TASK INSTRUCTIONS:
Below are the records; give the number of lines in them that include the word "Coed", and nothing more.

DATA FOR THIS TASK:
+---+
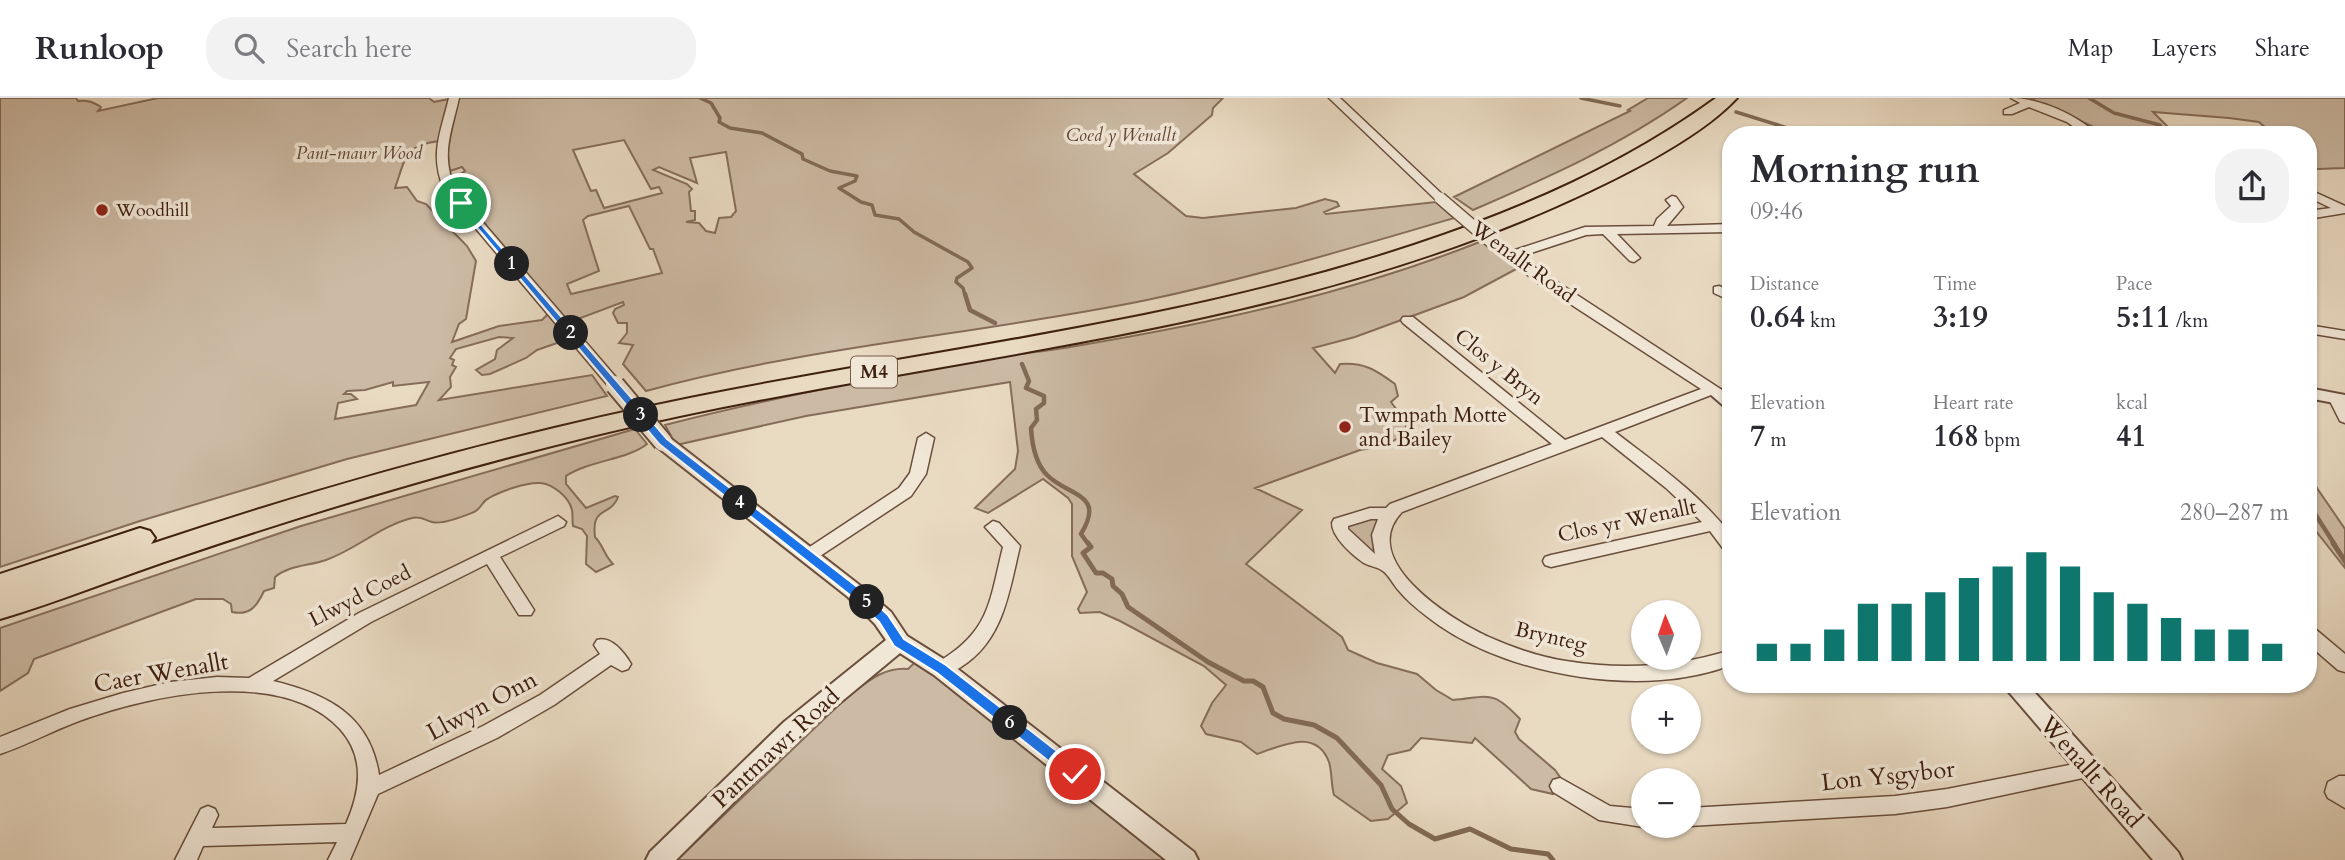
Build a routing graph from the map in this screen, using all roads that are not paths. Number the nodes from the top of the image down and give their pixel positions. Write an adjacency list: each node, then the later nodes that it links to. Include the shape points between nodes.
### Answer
1 (454, 98): 21 (street, via 441,141 444,173 452,192)
2 (1334, 98): 16 (street, Wenallt Road, bridge, via 1440,198)
3 (1702, 98): 40 (highway, M4, via 1614,155 1516,201 1430,234 1308,271 1141,310 783,372 504,432 230,509)
4 (1728, 98): 41 (highway, M4, via 1675,138 1579,190 1524,214 1296,290 1138,326 797,385 617,422 319,502)
5 (2016, 98): 6 (street)
6 (2029, 103): 7 (street); 8 (street)
7 (2008, 112)
8 (2080, 126)
9 (2317, 196): 11 (street)
10 (1672, 200): 13 (street, via 1677,207)
11 (2344, 210): 12 (street)
12 (2317, 214)
13 (1660, 229): 14 (street); 15 (street)
14 (1722, 229)
15 (1605, 230): 16 (street, via 1576,233); 17 (street)
16 (1510, 256): 22 (street, Wenallt Road)
17 (1633, 258)
18 (1408, 320): 30 (street, Clos y Bryn)
19 (2317, 330): 20 (street)
20 (2345, 335)
21 (615, 385): 29 (street, bridge)
22 (1722, 393)
23 (1722, 394): 27 (street, Brynteg)
24 (2317, 395): 25 (street)
25 (2340, 400): 26 (street)
26 (2345, 418)
27 (1604, 431): 30 (street, Brynteg); 33 (street)
28 (926, 438): 37 (street, via 918,474 905,492)
29 (663, 442): 37 (street)
30 (1563, 446): 31 (street, Brynteg)
31 (1390, 514): 39 (street, Brynteg, via 1380,533); 39 (street, Brynteg, via 1370,513 1340,523 1340,531 1369,558)
32 (558, 522): 36 (street, Llwyd Coed)
33 (1713, 525): 35 (street); 38 (street, Clos yr Wenallt)
34 (993, 527): 48 (street, via 1012,546 995,612 984,638 963,658)
35 (1722, 536)
36 (491, 556): 42 (street); 49 (street, Llwyd Coed, via 329,637)
37 (808, 556): 44 (street, via 874,608)
38 (1551, 561)
39 (1388, 566): 46 (street, Brynteg, via 1456,628 1504,651 1555,666 1595,671 1676,670)
40 (0, 585)
41 (0, 608)
42 (524, 610)
43 (2317, 641): 47 (street)
44 (899, 642): 48 (street); 64 (street, Pantmawr Road, via 792,729)
45 (613, 654): 55 (street, Llwyn Onn, via 547,700)
46 (1722, 662)
47 (2345, 665)
48 (942, 669): 65 (street)
49 (255, 684): 51 (street, Caer Wenallt, via 200,687 116,703 72,714); 55 (street, Caer Wenallt, via 295,692 327,706 346,723 368,764)
50 (2021, 693): 52 (street, Wenallt Road)
51 (0, 746)
52 (2090, 769): 58 (street, Lon Ysgybor, via 1895,805); 66 (street, Wenallt Road)
53 (2345, 785): 56 (street, via 2335,788)
54 (1560, 786): 59 (street, via 1606,814)
55 (369, 789): 60 (street)
56 (2345, 799)
57 (208, 814): 61 (street)
58 (1701, 816)
59 (1631, 817)
60 (351, 832): 61 (street); 63 (street)
61 (198, 837): 62 (street)
62 (186, 860)
63 (339, 860)
64 (659, 860)
65 (1185, 860)
66 (2169, 860)

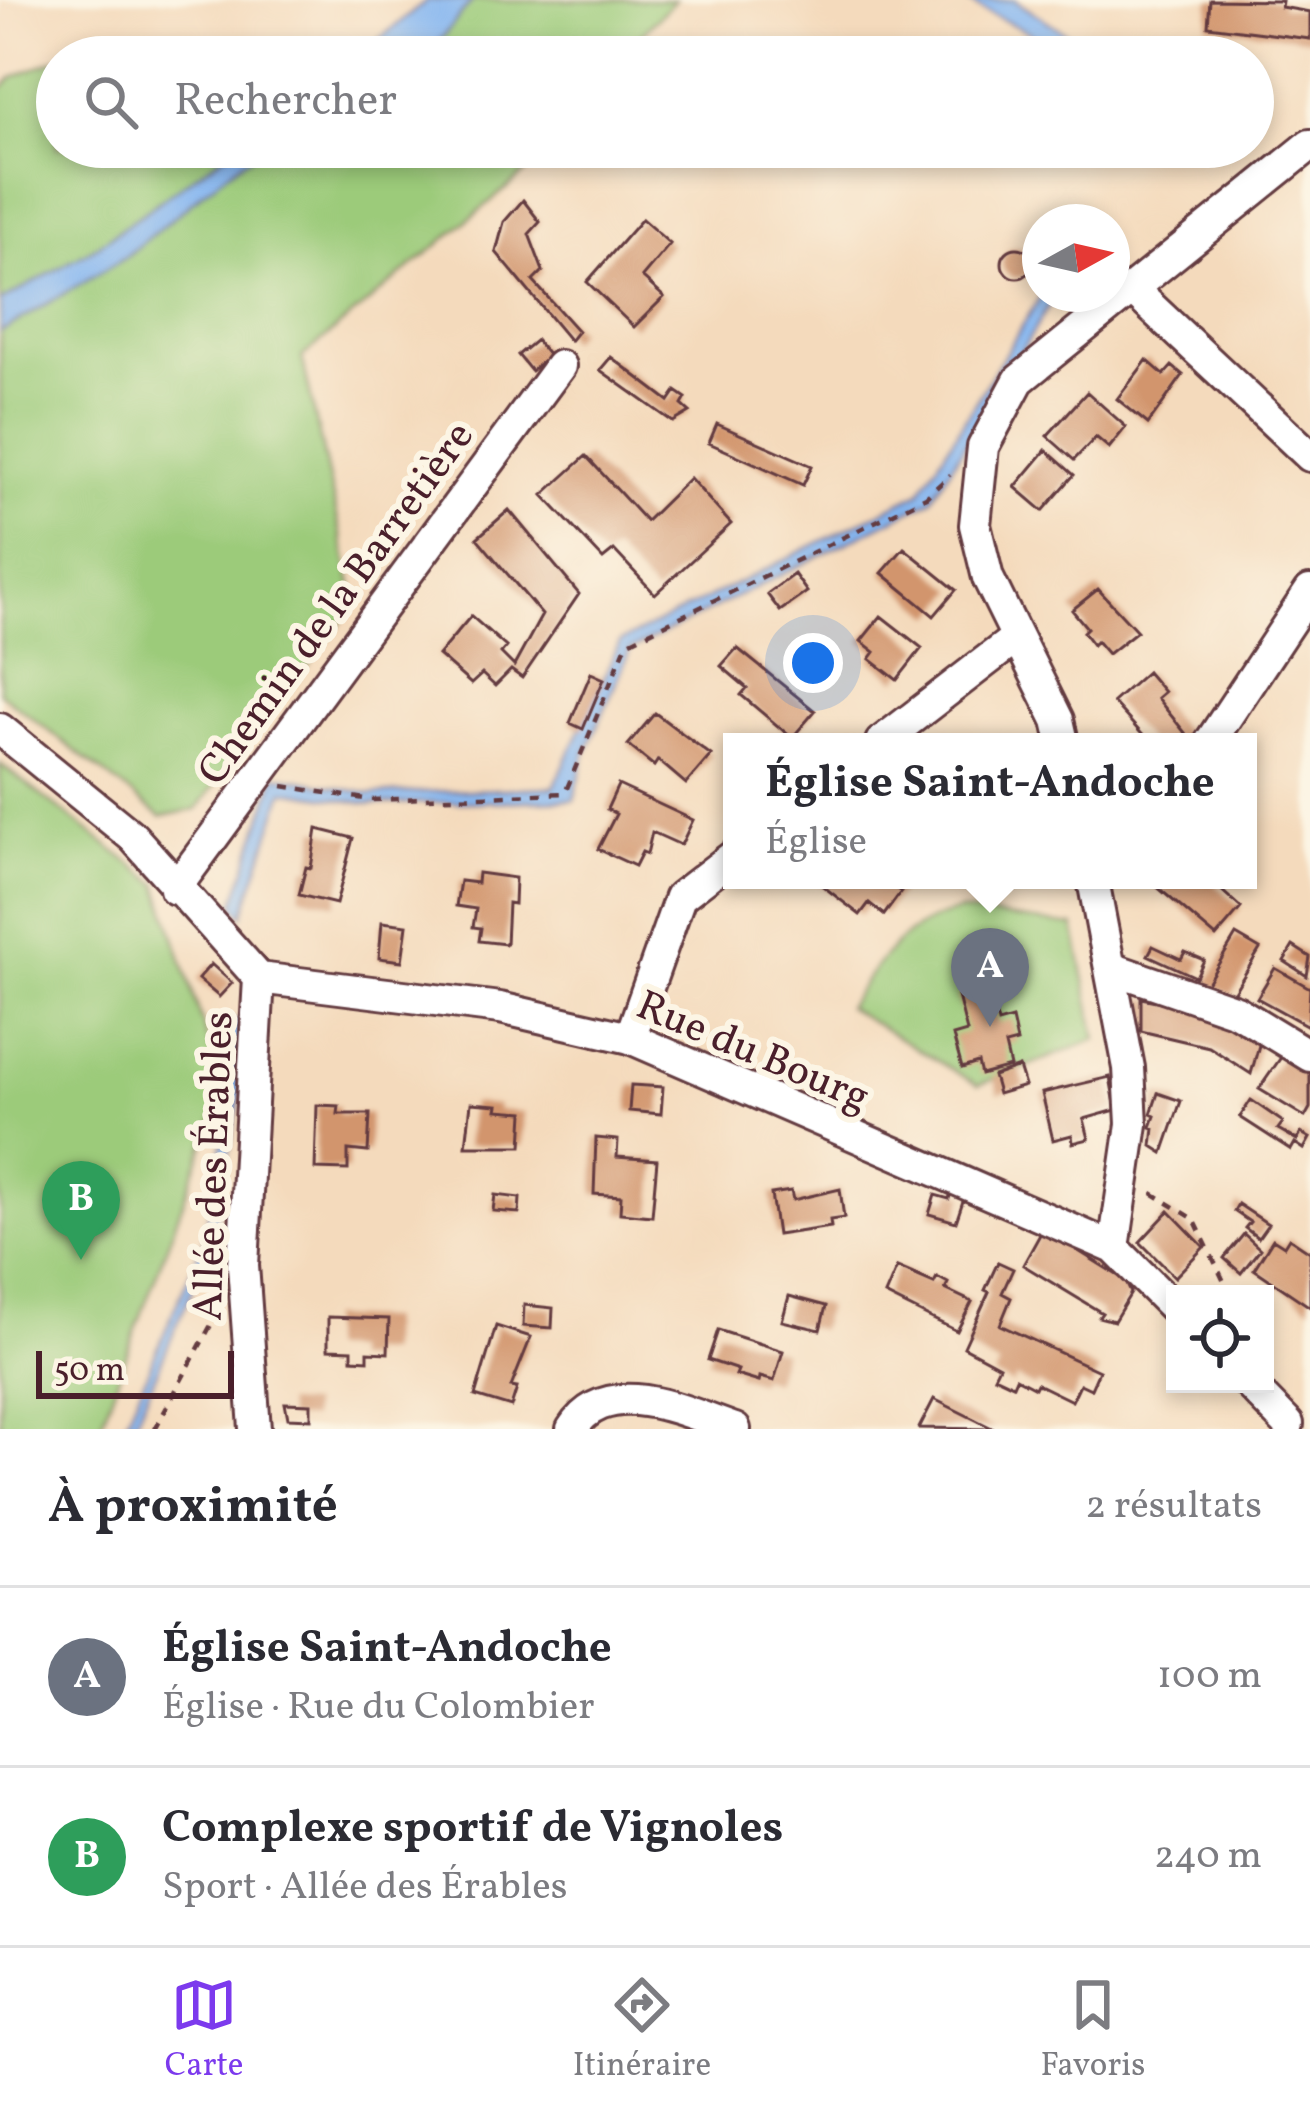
+---+
OUTPUT FOR THIS TASK:
2